Ken Wilber - Integral Philosopher | RiseUP
Ken Wilber

Integral Philosopher

Ken Wilber was born in 1949 in Oklahoma City. In 1967 he enrolled as a pre-med student at Duke University. He became inspired, like many of his generation, by Eastern literature, particularly the Tao Te Ching. He left Duke and enrolled in the University of Nebraska at Lincoln, but after a few years dropped out of university to devote all his time to studying his own curriculum and writing books.

In 1973 Wilber completed his first book, The Spectrum of Consciousness, in which he sought to integrate knowledge from disparate fields. After rejections by more than twenty publishers it was finally accepted in 1977 by Quest Books, and he spent a year giving lectures and workshops before going back to writing. He also helped to launch the journal ReVision in 1978.

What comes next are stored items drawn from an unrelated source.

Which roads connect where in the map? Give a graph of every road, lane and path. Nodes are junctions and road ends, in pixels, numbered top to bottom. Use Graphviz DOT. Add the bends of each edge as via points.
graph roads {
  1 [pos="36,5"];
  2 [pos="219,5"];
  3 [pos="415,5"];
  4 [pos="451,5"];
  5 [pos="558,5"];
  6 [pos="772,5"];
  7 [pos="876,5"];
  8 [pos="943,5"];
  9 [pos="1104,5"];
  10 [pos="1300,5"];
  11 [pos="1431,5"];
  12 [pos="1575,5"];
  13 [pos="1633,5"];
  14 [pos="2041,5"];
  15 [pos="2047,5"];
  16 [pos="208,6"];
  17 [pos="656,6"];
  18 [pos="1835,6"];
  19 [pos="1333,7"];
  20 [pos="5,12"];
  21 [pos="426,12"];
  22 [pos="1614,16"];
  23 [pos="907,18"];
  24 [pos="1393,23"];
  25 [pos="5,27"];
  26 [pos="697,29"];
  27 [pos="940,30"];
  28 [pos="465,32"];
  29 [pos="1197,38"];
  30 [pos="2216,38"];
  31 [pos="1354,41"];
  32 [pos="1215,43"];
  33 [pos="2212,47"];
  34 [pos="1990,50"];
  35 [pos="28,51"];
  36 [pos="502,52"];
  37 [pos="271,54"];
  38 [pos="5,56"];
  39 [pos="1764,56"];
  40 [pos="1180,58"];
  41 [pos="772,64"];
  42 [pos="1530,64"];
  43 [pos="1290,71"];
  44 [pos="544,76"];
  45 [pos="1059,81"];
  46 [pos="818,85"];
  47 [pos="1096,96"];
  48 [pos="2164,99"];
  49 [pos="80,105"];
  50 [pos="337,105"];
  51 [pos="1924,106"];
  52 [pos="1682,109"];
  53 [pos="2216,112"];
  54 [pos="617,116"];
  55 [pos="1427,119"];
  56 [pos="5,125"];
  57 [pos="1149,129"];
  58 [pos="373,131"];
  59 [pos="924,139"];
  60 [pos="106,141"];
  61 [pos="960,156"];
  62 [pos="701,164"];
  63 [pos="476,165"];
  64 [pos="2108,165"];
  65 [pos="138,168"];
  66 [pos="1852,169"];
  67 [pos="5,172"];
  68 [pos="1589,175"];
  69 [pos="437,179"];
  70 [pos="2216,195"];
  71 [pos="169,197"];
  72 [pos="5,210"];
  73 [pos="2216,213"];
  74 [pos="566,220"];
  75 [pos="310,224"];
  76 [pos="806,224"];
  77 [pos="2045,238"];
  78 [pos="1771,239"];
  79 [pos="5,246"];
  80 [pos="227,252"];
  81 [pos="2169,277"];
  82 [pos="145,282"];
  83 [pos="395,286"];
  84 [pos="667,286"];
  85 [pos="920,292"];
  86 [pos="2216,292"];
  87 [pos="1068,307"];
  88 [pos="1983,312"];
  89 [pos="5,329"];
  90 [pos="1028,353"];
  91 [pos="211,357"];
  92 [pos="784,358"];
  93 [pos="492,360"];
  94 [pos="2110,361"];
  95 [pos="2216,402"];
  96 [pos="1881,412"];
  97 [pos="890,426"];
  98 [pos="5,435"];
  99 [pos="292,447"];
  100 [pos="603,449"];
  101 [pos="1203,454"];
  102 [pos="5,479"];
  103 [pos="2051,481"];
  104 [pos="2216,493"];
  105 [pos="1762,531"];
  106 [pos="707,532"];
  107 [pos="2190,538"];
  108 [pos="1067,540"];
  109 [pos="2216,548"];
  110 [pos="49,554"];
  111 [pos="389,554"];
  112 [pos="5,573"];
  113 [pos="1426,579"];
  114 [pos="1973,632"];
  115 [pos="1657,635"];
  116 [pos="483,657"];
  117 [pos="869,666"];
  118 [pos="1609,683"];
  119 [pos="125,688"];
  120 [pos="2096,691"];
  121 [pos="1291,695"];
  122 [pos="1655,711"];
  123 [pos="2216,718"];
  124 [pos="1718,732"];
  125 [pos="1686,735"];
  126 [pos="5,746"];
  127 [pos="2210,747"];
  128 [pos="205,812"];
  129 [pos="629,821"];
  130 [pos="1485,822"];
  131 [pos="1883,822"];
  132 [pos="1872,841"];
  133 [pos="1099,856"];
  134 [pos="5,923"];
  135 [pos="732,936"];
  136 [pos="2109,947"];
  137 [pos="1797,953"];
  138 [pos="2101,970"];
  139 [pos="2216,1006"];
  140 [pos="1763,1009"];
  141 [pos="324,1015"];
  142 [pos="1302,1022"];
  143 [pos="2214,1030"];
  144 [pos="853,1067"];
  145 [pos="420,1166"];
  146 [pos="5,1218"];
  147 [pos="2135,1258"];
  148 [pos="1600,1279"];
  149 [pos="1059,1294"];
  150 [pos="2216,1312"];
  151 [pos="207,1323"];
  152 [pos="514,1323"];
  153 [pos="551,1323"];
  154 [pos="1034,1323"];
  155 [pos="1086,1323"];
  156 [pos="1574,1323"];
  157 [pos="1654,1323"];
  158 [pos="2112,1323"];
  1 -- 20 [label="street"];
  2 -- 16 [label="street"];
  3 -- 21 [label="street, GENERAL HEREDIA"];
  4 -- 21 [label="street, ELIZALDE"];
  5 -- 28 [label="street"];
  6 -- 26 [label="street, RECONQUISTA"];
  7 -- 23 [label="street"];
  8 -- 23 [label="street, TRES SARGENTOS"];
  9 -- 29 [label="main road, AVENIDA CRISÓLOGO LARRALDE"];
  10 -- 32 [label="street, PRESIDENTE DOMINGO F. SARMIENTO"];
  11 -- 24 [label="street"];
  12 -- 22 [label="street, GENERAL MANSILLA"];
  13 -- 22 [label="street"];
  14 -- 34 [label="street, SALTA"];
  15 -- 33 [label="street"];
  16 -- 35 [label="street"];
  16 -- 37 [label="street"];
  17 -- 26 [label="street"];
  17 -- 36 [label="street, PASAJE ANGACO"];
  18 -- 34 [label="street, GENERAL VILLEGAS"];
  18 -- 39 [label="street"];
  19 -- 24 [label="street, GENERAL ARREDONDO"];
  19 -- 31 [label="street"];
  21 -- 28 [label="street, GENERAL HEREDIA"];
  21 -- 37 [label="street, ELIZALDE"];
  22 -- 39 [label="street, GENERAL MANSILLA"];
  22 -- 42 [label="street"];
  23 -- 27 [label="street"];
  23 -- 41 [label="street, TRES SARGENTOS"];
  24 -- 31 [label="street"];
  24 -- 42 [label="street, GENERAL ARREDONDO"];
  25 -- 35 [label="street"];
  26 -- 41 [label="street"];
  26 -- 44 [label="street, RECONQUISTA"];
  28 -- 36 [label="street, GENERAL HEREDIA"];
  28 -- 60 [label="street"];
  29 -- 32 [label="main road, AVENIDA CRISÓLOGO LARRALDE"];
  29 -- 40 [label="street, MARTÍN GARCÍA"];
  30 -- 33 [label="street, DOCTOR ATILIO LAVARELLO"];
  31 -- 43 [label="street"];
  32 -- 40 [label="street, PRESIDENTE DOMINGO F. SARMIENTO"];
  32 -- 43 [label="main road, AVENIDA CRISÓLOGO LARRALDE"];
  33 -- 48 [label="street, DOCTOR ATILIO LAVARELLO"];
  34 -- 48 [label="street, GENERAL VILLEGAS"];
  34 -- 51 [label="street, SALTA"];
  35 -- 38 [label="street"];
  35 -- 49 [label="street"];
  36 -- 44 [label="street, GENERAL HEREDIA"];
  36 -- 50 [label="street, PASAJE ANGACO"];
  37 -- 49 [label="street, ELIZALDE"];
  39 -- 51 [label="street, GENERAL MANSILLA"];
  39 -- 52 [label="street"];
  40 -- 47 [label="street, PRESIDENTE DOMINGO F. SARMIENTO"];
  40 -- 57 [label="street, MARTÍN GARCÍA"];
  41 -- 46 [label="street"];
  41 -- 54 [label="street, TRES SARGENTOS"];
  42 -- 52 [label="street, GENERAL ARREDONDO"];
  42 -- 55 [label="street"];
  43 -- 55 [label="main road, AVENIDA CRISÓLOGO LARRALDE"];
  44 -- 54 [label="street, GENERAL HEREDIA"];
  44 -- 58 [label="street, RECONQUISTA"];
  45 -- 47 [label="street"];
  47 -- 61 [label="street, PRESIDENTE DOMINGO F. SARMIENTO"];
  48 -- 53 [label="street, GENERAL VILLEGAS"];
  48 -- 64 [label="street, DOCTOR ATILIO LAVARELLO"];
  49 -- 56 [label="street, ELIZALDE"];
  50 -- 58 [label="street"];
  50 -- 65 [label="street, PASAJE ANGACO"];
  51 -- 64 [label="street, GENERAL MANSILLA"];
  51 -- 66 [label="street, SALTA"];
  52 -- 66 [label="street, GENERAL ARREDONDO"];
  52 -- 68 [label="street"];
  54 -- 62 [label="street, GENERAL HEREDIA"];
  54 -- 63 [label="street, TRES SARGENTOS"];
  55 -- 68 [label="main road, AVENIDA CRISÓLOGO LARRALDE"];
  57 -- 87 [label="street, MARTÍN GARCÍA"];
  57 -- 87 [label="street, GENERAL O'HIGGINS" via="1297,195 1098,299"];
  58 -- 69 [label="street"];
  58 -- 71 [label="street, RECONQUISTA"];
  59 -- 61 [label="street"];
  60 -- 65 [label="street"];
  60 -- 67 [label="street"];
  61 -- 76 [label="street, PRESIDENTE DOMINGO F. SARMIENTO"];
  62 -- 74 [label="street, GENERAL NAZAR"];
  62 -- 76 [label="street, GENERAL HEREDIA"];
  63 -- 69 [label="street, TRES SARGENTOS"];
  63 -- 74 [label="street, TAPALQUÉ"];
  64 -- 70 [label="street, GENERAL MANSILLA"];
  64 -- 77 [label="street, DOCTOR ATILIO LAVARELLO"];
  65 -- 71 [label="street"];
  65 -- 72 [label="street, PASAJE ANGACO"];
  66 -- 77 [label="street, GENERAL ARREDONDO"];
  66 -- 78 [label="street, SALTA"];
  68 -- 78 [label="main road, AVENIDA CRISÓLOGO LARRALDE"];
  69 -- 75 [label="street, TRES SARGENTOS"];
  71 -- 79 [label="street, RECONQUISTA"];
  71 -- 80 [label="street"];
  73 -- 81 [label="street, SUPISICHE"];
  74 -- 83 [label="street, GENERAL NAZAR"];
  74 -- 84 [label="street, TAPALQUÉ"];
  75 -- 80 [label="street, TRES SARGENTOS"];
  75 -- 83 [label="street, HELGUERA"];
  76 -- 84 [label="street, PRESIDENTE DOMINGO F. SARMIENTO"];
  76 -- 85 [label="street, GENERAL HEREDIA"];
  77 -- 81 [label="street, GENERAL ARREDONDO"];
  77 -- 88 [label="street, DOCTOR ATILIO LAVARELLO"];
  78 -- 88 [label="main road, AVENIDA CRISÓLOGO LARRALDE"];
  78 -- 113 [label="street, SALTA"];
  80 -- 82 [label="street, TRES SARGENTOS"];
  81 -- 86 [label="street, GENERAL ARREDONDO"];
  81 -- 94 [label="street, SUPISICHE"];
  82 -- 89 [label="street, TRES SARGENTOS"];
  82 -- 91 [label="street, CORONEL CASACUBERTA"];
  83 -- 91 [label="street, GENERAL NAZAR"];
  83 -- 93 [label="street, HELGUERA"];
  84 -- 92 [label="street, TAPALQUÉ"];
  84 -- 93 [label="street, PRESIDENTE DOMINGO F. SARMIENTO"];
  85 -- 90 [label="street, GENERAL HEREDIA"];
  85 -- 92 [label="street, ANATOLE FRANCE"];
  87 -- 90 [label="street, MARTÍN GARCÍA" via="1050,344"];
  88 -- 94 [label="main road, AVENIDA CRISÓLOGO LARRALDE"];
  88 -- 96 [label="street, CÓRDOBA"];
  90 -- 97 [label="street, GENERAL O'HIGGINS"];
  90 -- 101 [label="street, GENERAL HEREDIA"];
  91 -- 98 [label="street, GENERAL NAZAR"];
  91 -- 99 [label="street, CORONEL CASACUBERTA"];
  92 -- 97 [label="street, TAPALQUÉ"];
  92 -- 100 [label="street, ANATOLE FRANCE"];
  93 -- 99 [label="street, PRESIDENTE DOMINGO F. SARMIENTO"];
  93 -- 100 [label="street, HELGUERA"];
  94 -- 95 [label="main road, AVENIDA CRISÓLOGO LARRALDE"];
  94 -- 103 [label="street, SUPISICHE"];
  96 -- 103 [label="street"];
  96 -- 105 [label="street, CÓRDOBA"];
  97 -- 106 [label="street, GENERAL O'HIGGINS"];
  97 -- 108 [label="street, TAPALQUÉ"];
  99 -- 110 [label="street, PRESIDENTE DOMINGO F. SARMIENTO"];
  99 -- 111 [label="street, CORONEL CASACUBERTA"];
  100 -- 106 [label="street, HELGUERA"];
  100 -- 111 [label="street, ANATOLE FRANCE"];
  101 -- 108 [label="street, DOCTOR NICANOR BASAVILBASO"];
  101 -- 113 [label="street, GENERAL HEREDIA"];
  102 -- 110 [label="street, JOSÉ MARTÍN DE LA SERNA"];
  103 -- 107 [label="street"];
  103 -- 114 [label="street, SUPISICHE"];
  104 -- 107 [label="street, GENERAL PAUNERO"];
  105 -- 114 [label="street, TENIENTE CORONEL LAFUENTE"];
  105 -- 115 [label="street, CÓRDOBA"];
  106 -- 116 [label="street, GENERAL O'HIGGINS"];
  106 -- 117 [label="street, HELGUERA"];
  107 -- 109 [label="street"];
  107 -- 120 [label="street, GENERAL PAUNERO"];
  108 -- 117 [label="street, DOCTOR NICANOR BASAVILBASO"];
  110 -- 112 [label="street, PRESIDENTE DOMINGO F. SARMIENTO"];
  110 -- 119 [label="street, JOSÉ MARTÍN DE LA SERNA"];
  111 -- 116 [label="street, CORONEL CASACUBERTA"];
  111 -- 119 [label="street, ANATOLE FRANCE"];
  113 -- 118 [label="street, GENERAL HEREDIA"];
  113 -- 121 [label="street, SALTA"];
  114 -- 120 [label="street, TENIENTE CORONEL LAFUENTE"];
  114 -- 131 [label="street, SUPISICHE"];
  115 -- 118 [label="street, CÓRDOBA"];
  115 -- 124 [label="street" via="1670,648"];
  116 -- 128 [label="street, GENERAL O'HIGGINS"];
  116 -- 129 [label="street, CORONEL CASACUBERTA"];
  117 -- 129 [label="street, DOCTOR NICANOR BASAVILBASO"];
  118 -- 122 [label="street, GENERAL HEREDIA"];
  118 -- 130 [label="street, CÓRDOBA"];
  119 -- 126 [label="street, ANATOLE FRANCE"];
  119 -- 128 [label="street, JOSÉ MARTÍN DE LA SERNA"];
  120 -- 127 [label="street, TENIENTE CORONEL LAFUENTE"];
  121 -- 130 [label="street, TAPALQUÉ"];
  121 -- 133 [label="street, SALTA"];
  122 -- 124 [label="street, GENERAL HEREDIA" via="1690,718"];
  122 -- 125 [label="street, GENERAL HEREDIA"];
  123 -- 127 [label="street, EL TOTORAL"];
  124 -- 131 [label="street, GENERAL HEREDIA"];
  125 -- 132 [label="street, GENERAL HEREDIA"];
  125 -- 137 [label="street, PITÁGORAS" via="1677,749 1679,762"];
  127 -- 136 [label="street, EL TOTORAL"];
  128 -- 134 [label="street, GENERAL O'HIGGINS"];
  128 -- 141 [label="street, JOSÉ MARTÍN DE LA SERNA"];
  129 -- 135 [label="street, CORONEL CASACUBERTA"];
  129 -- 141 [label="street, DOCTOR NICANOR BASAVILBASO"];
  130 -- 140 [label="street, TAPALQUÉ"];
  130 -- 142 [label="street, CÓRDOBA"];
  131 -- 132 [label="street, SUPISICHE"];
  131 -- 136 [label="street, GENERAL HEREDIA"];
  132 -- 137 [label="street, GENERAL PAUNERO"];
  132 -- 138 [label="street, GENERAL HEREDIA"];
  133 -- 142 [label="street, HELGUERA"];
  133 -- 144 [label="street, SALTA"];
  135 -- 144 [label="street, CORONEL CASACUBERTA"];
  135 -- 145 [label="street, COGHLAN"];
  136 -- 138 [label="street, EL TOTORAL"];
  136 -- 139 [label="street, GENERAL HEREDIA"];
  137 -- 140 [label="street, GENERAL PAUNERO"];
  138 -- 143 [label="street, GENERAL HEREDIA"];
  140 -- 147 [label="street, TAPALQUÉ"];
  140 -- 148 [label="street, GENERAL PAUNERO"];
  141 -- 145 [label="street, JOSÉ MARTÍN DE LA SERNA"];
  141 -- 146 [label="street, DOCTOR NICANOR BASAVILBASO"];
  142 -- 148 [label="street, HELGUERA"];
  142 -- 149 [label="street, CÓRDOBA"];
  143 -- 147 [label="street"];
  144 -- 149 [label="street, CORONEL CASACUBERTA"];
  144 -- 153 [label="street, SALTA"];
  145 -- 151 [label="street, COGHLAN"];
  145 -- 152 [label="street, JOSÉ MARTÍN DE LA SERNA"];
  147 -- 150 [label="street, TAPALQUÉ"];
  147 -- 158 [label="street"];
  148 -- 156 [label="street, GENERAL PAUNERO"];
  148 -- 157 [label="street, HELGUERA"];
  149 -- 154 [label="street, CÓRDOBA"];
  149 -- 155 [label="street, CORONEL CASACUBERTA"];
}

In 1982 New Science Library published his anthology, The Holographic Paradigm and other Paradoxes, Subsequently, Wilber wrote Sex, Ecology, Spirituality (SES) (1995), the first volume of his Kosmos Trilogy. A Brief History of Everything (1996) was the popularised summary of SES in interview format. The Eye of Spirit (1997) was a compilation of articles he had written for the journal ReVision on the relationship between science and religion. Throughout 1997, he had kept journals of his personal experiences, which were published in 1999 as One Taste, a term for unitary consciousness. Over the next two years his publisher, Shambhala Publications, released eight re-edited volumes of his Collected Works. In 1999, he finished Integral Psychology and wrote A Theory of Everything (2000). In A Theory of Everything Wilber attempts to bridge business, politics, science and spirituality and show how they integrate with theories of developmental psychology, such as Spiral Dynamics. His novel, Boomeritis (2002), attempts to expose what he perceives as the egotism of the Baby Boom Generation.

In 2012 Wilber joined the Advisory Board of International Simultaneous Policy Organization which seeks to end the usual deadlock in tackling global issues through an international simultaneous policy.

Wilber now lives in Denver, Colorado and works with Marc Gafni at the Center for World Spirituality, which he co-founded.